- _Record set_
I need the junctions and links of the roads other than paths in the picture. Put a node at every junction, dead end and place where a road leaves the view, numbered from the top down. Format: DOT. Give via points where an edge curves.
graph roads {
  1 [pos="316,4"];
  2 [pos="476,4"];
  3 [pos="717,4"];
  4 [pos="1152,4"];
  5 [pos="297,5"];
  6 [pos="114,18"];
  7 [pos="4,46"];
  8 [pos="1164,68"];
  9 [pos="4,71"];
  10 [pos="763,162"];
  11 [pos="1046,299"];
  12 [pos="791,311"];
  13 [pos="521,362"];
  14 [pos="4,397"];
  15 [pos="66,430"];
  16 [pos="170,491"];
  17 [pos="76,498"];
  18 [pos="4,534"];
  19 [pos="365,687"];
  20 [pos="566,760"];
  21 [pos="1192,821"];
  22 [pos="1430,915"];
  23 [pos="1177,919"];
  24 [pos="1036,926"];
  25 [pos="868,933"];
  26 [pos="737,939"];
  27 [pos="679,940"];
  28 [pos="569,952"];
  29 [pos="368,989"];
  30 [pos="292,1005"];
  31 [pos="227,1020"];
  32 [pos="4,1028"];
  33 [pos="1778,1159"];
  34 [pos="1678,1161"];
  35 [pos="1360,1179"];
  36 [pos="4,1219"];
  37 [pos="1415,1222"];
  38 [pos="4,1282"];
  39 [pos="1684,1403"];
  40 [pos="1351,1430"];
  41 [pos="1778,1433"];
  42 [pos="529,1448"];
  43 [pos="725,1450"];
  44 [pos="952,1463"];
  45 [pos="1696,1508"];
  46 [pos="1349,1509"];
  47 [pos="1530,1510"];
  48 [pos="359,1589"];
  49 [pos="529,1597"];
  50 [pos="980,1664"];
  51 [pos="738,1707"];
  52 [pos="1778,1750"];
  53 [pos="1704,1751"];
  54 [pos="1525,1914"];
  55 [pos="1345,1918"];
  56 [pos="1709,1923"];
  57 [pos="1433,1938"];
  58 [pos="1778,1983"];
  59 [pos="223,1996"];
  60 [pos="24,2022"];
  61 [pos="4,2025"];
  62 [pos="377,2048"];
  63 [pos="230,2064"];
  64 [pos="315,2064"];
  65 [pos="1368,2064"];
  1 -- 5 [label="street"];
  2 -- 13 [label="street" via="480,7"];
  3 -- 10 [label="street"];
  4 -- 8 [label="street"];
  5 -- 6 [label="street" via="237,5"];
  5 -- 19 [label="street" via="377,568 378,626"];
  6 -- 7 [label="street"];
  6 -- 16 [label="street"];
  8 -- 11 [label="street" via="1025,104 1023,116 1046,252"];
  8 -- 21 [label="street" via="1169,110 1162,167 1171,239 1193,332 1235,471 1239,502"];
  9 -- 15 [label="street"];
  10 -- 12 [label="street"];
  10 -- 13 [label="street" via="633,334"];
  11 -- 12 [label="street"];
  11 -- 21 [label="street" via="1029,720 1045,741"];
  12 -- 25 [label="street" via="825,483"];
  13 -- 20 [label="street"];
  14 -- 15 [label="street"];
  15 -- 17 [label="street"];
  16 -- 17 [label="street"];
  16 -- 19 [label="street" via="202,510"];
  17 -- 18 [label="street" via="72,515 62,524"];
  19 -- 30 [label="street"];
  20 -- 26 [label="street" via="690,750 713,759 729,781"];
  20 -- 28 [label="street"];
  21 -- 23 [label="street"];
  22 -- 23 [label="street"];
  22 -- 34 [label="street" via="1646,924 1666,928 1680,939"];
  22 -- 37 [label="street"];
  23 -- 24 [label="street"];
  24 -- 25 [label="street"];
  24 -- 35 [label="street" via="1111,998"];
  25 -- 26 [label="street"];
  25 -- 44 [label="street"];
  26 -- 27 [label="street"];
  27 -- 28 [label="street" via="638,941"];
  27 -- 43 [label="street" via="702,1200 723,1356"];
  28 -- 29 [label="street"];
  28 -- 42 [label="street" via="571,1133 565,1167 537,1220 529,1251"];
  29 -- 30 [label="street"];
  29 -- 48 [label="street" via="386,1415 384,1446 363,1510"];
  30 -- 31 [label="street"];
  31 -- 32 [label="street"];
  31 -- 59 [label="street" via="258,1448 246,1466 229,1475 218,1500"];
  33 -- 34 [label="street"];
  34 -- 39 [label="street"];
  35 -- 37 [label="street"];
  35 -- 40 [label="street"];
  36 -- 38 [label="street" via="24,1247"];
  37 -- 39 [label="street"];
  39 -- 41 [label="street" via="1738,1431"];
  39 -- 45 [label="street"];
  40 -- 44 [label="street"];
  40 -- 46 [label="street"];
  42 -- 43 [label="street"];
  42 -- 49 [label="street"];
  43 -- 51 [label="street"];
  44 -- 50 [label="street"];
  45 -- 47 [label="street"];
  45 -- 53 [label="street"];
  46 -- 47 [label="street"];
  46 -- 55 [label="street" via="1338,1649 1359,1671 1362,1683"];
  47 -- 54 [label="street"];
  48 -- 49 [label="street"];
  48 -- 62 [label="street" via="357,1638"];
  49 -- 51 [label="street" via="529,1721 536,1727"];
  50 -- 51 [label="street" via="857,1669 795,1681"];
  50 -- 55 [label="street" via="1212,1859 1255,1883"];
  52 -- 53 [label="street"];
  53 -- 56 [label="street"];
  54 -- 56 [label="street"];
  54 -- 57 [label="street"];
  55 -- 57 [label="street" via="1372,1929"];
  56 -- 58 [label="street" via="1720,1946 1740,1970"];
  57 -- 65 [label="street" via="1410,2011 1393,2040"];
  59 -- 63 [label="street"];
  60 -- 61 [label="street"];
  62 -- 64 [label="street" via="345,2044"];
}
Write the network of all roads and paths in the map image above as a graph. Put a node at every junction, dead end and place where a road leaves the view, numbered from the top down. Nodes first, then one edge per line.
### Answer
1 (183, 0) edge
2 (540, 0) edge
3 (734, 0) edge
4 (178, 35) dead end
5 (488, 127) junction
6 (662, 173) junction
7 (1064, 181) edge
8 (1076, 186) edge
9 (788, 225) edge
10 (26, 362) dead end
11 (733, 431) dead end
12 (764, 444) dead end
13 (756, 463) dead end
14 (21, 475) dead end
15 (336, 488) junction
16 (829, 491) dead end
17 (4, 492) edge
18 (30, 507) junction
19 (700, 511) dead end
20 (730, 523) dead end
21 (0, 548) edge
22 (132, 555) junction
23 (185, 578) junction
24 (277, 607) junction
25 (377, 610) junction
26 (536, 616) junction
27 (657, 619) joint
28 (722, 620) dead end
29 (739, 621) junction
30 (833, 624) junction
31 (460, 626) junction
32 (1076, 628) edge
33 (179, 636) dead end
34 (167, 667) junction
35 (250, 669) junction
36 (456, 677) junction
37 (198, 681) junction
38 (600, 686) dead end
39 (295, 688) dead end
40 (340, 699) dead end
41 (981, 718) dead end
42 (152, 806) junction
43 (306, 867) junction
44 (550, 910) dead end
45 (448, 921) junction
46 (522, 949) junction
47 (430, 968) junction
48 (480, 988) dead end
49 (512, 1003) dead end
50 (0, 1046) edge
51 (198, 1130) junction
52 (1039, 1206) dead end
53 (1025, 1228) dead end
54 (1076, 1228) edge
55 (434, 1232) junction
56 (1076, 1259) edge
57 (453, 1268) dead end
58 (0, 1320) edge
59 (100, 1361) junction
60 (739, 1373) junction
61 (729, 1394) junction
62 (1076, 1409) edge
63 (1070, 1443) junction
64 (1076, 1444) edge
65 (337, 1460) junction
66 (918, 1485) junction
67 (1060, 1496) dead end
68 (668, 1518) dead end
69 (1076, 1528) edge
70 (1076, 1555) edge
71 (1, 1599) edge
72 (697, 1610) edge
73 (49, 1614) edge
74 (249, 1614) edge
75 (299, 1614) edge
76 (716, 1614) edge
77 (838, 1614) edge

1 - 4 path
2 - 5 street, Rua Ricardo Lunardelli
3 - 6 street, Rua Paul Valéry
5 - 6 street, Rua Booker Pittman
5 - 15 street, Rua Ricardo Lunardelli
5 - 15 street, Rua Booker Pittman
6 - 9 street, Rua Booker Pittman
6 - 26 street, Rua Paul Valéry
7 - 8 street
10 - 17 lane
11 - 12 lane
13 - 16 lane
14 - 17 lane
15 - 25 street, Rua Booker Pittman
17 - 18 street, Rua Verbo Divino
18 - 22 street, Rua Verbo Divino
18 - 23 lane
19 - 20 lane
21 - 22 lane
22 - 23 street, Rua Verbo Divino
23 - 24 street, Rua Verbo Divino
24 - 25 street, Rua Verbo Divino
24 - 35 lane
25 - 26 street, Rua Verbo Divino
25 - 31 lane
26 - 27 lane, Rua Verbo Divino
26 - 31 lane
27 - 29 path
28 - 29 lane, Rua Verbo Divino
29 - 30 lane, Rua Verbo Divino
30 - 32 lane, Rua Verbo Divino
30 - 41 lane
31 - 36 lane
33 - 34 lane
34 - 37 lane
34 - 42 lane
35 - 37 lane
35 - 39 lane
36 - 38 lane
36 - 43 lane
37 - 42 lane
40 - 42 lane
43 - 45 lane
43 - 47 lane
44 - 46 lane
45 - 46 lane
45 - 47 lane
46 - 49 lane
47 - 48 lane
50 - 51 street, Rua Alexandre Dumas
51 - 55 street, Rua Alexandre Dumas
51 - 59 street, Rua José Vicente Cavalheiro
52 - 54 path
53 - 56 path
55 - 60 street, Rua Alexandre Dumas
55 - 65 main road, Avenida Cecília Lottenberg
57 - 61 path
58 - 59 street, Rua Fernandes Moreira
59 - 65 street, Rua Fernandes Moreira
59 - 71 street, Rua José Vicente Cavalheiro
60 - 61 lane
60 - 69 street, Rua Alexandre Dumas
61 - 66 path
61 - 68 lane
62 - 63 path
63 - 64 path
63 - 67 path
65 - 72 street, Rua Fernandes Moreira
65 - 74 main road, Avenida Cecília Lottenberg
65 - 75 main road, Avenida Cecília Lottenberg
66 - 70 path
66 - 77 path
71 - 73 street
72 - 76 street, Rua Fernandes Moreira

- _What you should do_
Search the entries for the word "Avenida" and copy every line that has it.

- _Final answer_
55 - 65 main road, Avenida Cecília Lottenberg
65 - 74 main road, Avenida Cecília Lottenberg
65 - 75 main road, Avenida Cecília Lottenberg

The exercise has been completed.